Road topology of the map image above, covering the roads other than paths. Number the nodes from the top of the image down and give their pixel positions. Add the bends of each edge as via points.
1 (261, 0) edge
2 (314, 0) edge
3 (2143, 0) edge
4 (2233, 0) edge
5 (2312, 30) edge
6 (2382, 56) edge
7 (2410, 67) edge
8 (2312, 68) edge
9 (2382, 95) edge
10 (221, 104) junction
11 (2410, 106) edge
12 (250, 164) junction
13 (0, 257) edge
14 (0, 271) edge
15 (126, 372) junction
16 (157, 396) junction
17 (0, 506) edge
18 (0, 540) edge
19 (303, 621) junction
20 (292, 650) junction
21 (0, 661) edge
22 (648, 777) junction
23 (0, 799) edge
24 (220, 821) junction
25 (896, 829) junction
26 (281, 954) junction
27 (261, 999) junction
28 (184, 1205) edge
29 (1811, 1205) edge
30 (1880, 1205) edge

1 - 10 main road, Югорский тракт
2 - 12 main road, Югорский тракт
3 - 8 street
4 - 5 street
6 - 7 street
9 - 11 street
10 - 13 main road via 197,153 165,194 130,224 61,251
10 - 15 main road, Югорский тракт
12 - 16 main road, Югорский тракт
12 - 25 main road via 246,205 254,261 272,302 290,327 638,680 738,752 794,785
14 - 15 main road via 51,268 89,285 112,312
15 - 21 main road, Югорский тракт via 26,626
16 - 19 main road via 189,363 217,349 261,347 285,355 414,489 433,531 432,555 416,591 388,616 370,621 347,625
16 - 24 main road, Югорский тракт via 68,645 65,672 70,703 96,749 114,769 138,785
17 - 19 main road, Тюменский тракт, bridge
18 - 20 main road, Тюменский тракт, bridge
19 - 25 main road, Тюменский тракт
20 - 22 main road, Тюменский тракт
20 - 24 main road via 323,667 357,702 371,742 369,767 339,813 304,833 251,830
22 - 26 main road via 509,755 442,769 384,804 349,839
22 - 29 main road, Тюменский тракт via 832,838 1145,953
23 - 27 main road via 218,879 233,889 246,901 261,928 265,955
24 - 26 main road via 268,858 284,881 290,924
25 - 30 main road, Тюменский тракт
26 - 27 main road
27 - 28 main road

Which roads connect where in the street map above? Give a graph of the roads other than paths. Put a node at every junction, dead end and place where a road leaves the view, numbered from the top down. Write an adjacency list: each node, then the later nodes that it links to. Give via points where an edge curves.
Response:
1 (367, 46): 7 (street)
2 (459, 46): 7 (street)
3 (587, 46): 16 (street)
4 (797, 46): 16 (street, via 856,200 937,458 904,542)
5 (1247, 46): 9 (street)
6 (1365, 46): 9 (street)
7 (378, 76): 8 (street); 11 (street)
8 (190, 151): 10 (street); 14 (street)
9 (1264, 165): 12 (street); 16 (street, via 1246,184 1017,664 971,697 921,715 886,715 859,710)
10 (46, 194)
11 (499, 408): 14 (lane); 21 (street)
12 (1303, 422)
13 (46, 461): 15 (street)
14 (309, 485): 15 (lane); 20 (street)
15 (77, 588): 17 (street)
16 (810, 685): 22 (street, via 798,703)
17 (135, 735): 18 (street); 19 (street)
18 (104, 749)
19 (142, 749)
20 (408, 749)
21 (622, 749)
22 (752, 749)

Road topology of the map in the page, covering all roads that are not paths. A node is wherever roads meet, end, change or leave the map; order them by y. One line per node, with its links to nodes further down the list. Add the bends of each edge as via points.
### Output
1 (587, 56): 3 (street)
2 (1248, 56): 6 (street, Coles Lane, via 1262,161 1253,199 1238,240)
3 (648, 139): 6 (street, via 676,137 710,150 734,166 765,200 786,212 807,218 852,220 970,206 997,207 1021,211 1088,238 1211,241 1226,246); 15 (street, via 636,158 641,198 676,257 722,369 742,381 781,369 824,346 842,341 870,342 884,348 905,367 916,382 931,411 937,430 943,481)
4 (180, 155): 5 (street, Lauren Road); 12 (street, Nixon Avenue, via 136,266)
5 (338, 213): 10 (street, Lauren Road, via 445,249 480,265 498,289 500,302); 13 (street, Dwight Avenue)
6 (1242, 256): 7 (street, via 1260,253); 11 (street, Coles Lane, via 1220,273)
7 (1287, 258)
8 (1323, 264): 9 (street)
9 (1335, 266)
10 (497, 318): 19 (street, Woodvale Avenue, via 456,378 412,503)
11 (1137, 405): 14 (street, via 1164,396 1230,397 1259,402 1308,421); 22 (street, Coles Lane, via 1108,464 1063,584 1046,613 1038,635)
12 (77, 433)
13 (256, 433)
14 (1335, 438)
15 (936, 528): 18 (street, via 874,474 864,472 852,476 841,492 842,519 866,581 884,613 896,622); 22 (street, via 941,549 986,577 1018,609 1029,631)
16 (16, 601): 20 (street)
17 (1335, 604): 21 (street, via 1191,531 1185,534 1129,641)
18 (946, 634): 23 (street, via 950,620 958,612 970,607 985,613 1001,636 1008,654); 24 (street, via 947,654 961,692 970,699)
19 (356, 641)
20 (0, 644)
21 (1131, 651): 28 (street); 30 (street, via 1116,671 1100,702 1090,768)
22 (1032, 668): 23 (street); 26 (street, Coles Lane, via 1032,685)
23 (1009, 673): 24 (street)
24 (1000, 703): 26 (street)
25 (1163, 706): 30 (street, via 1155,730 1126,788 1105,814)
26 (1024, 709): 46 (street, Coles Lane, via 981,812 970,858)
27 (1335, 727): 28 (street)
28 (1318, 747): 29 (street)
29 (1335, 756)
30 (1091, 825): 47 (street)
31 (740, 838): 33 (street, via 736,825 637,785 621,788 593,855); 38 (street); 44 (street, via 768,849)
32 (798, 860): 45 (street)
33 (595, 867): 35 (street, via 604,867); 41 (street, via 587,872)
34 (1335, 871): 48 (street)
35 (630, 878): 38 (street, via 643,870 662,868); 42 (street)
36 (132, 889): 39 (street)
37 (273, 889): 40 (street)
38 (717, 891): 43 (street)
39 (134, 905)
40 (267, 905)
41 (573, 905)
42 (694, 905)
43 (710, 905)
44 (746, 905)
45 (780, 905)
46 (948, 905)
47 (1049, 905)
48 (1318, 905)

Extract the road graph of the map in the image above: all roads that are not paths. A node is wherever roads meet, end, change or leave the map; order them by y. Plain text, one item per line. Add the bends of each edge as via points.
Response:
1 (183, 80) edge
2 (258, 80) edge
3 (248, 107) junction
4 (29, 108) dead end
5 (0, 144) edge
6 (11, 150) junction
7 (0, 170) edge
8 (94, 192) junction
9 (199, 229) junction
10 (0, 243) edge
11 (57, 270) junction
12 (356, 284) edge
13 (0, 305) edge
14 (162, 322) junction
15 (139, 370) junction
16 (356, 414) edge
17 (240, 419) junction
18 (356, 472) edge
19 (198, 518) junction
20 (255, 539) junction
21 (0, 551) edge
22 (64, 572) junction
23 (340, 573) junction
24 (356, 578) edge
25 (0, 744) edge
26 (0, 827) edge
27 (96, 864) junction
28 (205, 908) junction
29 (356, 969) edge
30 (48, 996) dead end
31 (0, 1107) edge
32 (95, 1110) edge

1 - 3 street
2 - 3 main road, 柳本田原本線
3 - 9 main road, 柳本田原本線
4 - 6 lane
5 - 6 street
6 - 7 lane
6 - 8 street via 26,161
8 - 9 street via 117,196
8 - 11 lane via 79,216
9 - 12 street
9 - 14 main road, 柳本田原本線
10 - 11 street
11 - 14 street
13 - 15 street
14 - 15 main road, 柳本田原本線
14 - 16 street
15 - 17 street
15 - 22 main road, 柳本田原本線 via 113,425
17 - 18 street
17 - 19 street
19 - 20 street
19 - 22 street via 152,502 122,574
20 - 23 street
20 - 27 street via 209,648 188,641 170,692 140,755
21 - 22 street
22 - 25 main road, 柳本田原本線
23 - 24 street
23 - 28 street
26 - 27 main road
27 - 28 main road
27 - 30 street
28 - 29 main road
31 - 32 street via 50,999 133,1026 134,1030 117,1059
____________________
Task to carry out ::
How many of the lines in this material contain the word "柳本田原本線"? State the number and nothing else.

Problem solution ::
6